Top of Dataset

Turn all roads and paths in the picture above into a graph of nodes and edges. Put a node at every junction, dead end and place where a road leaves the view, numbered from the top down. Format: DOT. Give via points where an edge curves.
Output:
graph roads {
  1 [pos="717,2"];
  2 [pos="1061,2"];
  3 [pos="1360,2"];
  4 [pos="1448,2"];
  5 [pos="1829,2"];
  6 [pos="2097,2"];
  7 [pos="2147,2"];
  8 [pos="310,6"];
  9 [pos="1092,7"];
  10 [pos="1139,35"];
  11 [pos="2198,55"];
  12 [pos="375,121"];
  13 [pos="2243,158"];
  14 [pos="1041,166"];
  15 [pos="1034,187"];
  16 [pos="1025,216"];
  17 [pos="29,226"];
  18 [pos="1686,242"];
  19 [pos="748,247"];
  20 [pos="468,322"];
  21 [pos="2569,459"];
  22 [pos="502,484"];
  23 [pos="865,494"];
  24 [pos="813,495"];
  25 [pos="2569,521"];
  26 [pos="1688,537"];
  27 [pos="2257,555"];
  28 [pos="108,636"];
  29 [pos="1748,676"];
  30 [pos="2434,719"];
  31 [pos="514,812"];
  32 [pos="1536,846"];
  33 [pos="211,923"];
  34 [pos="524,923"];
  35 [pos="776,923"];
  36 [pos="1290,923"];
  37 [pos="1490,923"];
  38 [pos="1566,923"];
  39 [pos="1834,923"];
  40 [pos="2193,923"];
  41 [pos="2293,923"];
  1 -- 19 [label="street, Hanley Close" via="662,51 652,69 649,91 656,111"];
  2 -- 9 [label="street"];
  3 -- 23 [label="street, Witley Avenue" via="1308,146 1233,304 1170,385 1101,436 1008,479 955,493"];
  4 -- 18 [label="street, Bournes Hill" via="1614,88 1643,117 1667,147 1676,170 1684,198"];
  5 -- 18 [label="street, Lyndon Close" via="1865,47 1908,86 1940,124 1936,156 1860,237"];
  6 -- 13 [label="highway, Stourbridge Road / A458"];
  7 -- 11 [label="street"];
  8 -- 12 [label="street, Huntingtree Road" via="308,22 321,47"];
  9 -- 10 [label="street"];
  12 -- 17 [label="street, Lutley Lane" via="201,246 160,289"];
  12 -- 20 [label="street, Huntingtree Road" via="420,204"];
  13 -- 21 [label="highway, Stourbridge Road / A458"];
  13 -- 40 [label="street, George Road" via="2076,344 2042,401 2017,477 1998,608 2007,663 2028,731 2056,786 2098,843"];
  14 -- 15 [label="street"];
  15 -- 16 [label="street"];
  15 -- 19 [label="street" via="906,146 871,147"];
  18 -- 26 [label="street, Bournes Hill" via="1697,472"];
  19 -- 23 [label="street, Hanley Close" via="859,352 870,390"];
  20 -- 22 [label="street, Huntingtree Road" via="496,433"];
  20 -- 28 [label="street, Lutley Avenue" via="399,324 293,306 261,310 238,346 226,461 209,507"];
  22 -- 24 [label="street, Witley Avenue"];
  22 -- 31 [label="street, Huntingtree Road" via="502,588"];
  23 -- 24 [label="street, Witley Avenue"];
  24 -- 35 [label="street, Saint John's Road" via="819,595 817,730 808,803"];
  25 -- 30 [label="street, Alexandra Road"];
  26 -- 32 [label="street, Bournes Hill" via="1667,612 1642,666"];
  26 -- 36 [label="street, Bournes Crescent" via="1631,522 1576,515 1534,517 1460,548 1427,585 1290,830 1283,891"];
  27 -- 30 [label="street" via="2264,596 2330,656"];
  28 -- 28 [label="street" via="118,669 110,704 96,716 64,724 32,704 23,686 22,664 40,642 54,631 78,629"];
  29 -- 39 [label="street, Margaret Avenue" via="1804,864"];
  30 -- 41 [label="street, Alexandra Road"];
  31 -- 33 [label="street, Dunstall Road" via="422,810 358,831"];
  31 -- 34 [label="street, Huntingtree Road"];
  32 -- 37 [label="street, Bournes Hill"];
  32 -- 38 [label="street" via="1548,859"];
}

Bottom of Dataset

Whenever the word "Close" shows up in a line of the entries, list that line.

:: Solution to this exercise ::
  1 -- 19 [label="street, Hanley Close" via="662,51 652,69 649,91 656,111"];
  5 -- 18 [label="street, Lyndon Close" via="1865,47 1908,86 1940,124 1936,156 1860,237"];
  19 -- 23 [label="street, Hanley Close" via="859,352 870,390"];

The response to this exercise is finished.